#### Extracted data entries:
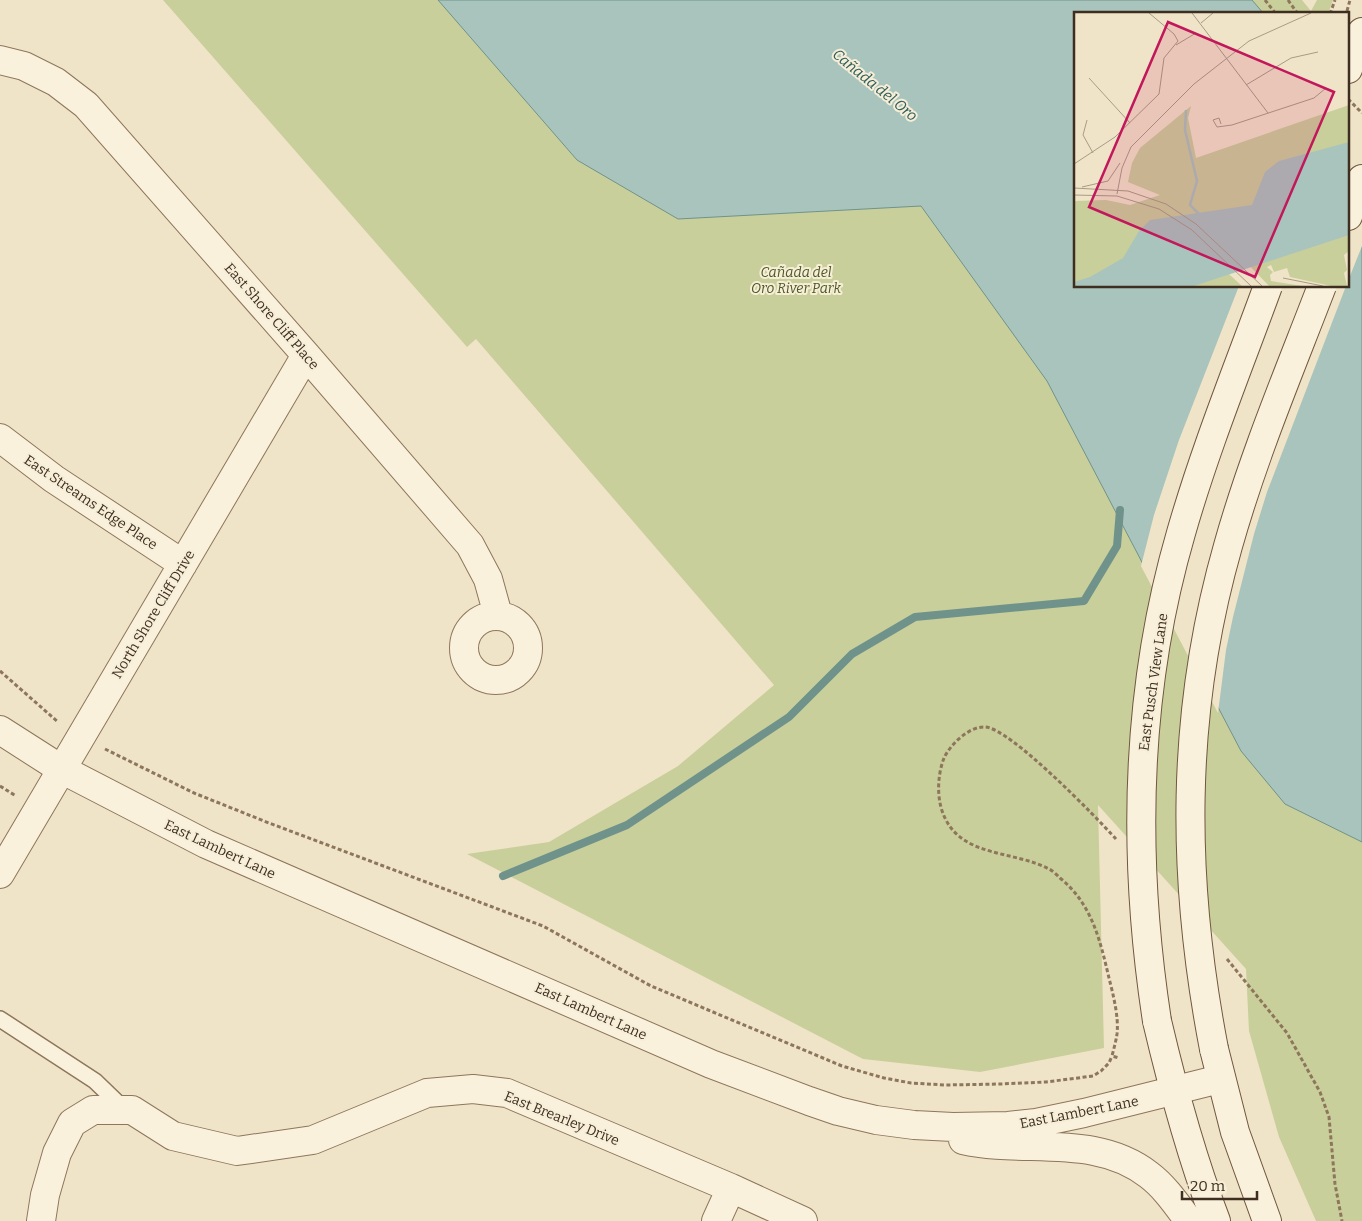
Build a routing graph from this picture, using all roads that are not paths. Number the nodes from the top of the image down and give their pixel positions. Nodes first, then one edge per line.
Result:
1 (1354, 22) edge
2 (1350, 53) edge
3 (0, 60) edge
4 (1362, 179) edge
5 (1350, 211) edge
6 (1267, 288) edge
7 (1321, 288) edge
8 (306, 355) junction
9 (0, 438) edge
10 (183, 564) junction
11 (498, 615) dead end
12 (0, 730) edge
13 (61, 769) junction
14 (0, 874) edge
15 (0, 1019) edge
16 (1220, 1079) junction
17 (1174, 1091) junction
18 (125, 1110) junction
19 (914, 1125) junction
20 (731, 1188) junction
21 (41, 1221) edge
22 (716, 1221) edge
23 (803, 1221) edge
24 (1189, 1221) edge
25 (1216, 1221) edge
26 (1267, 1221) edge

1 - 2 street
3 - 8 street, East Shore Cliff Place
4 - 5 street
6 - 17 street, East Pusch View Lane, bridge
7 - 16 street, bridge
8 - 10 street, North Shore Cliff Drive
8 - 11 street, East Shore Cliff Place
9 - 10 street, East Streams Edge Place
10 - 13 street, North Shore Cliff Drive
12 - 13 street, East Lambert Lane
13 - 14 street, North Shore Cliff Drive
13 - 19 street, East Lambert Lane
15 - 18 lane
16 - 17 street, East Lambert Lane
16 - 26 street
17 - 19 street, East Lambert Lane
17 - 25 street, East Pusch View Lane
18 - 20 street, East Brearley Drive
18 - 21 street, East Brearley Drive
19 - 24 street
20 - 22 street
20 - 23 street, East Brearley Drive

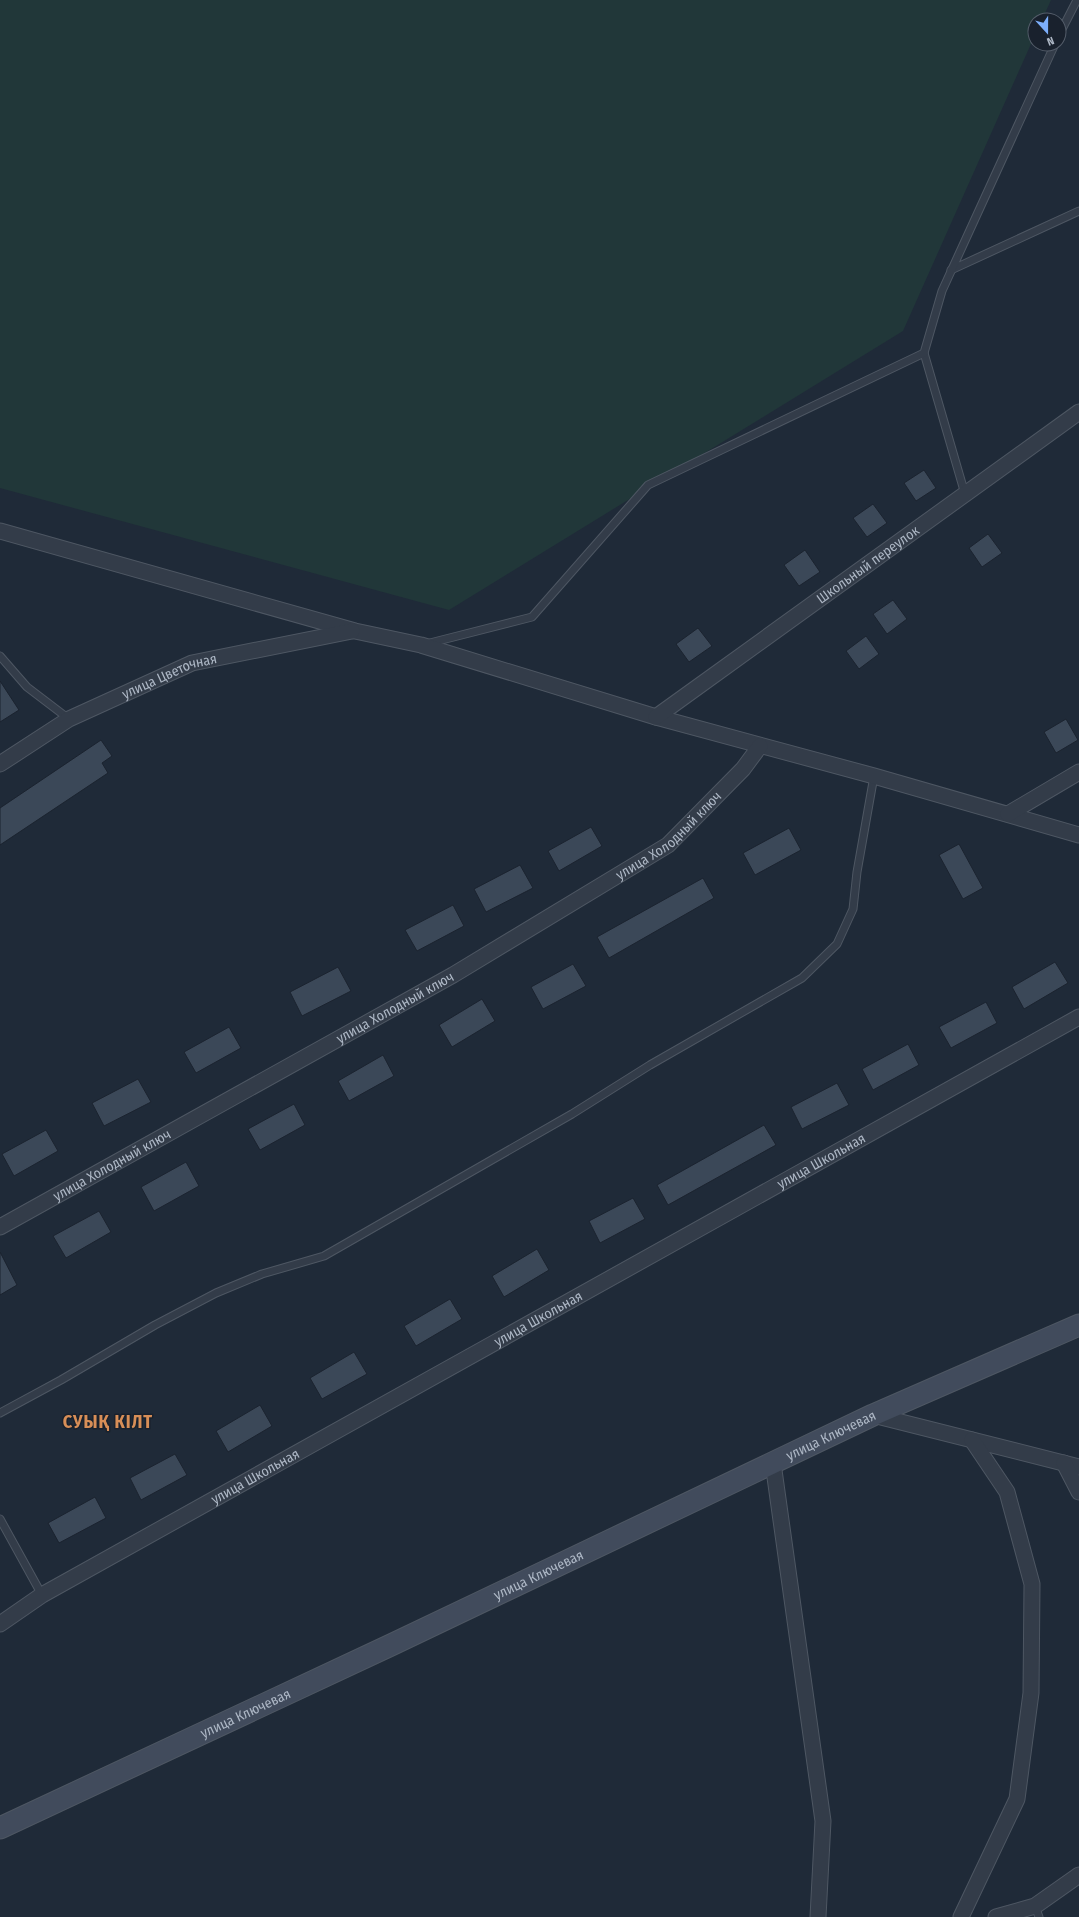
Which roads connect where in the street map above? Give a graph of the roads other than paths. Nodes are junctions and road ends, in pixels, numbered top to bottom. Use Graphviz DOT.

#### Exercise goal:
The word "graph" appears in some of the lines above. Copy those lines.

#### Expected output:
Build a routing graph from this picture, using all roads that are not paths. Number the nodes from the top of the image down and give their pixel positions. Nodes first, then one edge per line.
Which roads connect where in the street map above? Give a graph of the roads other than paths. Nodes are junctions and road ends, in pixels, numbered top to bottom. Use Graphviz DOT.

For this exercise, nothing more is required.